[PROBLEM REQUIREMENTS]
Please count the lines in the entries below that include the word "down", and give only the number.

··· SOURCE MATERIAL ···

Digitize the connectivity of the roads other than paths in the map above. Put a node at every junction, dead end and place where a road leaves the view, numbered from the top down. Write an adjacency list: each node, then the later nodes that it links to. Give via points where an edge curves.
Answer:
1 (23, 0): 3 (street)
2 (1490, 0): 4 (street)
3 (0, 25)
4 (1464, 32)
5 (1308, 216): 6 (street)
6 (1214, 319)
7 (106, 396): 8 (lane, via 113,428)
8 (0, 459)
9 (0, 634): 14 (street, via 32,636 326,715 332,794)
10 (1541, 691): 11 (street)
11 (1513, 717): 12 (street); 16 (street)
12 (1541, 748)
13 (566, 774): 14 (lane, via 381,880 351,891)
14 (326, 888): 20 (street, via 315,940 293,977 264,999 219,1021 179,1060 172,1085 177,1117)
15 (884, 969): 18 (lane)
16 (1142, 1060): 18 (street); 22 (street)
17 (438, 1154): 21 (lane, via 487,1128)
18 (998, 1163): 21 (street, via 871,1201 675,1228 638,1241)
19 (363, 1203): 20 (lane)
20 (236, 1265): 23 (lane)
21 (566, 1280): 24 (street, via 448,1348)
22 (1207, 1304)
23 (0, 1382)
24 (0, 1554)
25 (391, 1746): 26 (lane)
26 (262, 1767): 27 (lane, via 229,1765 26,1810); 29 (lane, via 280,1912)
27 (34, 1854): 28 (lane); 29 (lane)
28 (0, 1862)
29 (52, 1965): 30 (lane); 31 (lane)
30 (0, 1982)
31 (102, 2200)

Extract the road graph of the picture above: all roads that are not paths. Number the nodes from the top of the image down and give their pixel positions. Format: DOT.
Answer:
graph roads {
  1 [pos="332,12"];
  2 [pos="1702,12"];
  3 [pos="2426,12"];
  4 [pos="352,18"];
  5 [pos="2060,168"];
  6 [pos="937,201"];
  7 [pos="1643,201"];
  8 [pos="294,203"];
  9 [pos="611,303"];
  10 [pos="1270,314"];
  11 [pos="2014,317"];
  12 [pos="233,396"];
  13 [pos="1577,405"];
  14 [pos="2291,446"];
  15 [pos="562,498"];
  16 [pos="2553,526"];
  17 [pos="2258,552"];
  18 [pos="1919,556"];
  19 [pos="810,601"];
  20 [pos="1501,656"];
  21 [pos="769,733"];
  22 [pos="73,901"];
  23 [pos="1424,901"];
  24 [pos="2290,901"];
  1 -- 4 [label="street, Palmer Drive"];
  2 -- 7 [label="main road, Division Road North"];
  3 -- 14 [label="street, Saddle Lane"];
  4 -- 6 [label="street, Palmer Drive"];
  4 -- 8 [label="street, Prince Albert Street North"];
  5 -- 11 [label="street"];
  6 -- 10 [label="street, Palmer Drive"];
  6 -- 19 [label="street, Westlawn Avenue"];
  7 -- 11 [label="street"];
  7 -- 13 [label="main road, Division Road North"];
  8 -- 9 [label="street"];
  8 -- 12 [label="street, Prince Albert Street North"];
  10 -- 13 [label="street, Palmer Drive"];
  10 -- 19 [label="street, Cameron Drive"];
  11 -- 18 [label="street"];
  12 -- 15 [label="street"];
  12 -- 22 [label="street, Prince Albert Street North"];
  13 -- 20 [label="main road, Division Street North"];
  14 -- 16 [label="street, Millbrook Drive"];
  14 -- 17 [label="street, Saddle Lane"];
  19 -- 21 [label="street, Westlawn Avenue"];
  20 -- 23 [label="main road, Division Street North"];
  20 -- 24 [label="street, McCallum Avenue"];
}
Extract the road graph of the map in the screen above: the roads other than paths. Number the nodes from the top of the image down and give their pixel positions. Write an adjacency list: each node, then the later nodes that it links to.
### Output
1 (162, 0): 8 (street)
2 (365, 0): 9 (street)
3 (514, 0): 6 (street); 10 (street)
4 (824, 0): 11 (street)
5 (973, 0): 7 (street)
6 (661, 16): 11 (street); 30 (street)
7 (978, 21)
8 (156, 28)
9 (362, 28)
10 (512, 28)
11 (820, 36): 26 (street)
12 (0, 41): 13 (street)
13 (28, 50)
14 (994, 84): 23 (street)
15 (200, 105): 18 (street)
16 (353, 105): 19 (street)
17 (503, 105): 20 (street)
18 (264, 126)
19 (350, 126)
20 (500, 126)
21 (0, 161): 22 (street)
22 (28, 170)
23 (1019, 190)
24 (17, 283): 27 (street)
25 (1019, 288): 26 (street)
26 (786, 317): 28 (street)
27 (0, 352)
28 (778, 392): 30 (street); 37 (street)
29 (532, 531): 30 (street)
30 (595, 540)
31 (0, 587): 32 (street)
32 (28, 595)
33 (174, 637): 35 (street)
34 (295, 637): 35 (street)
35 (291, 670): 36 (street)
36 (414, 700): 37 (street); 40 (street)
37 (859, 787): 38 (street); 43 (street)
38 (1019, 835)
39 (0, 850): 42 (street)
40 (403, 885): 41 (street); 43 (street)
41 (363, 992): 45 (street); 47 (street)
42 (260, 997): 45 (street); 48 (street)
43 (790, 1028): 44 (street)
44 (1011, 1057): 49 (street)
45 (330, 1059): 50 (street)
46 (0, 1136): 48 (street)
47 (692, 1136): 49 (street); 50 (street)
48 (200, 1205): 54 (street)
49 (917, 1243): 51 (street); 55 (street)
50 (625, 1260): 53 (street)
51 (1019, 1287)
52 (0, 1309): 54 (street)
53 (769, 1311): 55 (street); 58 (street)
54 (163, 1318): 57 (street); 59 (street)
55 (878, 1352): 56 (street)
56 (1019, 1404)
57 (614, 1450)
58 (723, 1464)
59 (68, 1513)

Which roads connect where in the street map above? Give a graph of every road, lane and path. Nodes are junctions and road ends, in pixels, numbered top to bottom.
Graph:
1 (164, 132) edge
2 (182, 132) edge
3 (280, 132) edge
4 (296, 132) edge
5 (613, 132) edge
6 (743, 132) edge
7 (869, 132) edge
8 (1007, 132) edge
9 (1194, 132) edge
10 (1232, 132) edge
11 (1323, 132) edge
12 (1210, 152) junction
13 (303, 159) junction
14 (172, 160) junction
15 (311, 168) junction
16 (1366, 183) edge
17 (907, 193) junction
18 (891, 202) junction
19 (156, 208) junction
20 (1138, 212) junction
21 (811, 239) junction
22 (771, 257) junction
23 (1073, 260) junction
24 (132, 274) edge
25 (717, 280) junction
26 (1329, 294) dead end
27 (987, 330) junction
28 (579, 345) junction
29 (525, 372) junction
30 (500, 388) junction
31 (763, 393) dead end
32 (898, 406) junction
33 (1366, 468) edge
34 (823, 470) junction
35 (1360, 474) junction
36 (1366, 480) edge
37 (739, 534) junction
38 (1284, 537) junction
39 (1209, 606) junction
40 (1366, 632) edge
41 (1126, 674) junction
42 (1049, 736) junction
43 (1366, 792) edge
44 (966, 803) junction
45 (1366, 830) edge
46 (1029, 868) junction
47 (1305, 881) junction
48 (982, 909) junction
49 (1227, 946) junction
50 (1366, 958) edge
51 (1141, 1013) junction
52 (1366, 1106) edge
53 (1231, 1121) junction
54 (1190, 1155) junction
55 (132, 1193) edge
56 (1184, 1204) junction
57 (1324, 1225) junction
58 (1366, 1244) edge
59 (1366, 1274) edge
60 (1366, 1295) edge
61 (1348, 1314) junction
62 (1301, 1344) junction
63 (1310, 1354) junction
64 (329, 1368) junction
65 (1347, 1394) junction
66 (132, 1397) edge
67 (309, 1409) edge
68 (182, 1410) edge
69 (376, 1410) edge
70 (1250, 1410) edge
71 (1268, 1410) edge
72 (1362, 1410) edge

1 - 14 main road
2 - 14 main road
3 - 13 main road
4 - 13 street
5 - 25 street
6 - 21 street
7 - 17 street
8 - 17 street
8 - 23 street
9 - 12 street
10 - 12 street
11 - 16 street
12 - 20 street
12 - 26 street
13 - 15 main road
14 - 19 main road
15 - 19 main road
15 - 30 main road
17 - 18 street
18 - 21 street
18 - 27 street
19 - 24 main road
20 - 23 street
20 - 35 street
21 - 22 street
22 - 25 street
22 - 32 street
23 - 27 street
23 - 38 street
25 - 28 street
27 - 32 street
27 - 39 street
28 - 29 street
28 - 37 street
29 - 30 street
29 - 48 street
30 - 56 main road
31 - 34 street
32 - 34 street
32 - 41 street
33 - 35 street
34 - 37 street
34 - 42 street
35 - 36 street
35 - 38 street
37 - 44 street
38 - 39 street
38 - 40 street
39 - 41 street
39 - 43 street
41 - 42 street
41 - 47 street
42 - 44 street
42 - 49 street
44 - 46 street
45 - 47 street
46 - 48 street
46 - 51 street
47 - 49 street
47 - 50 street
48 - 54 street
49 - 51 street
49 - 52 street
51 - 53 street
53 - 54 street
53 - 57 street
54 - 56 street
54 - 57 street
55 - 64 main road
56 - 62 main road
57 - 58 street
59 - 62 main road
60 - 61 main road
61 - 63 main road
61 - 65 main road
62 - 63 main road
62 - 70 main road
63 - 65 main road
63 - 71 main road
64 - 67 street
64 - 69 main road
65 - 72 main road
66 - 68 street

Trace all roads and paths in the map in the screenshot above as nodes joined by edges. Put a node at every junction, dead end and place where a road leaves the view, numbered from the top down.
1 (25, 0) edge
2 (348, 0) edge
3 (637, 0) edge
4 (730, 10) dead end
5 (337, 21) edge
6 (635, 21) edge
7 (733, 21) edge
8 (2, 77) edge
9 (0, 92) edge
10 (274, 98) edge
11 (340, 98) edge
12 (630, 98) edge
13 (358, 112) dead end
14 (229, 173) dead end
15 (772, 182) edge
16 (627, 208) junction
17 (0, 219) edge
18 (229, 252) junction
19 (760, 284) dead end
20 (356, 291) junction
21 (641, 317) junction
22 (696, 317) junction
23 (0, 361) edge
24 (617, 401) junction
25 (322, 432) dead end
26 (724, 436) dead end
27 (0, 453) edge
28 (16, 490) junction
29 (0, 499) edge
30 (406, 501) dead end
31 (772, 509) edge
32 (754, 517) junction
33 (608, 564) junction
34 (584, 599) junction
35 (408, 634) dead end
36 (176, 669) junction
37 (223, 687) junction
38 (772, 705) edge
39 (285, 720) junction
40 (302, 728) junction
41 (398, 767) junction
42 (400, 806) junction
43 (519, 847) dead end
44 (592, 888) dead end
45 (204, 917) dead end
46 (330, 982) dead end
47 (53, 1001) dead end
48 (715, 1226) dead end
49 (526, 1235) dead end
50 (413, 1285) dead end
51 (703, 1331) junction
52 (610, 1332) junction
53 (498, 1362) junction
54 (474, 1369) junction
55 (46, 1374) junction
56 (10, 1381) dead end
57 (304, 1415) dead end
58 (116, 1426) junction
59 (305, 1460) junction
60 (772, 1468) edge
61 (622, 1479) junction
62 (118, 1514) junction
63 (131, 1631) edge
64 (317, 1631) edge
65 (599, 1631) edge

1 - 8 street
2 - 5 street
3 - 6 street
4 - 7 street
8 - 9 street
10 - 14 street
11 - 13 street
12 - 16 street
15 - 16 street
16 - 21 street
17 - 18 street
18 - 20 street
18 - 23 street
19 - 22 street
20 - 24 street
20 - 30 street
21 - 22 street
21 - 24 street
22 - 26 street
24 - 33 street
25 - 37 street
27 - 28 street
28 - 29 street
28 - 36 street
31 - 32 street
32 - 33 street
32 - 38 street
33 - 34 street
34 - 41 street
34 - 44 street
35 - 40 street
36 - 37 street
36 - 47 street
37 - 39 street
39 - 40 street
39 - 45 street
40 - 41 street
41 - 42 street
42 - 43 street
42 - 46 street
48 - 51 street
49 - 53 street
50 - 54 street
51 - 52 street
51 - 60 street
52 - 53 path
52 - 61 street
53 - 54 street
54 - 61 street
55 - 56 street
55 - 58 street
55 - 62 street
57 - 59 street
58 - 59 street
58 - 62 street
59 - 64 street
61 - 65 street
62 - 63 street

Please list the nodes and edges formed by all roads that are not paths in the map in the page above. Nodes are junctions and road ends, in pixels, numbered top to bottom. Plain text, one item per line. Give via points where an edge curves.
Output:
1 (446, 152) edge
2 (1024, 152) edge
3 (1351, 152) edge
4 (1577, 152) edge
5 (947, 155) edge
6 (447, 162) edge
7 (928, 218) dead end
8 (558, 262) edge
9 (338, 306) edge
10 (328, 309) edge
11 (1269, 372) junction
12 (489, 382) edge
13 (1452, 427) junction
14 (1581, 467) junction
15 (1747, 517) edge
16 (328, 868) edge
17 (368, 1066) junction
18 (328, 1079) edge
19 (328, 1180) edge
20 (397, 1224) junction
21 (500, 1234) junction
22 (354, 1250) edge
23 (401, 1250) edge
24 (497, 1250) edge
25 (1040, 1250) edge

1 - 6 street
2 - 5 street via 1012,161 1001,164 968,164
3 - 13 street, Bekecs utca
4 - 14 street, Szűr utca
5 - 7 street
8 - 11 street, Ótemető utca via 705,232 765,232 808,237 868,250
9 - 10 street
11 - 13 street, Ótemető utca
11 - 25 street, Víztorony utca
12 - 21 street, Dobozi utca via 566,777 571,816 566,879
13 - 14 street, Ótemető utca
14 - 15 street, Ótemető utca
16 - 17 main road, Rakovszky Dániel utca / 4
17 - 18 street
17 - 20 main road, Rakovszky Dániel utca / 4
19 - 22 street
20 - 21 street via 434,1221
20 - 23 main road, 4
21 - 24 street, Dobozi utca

···

[SOLUTION TO THIS TASK]
4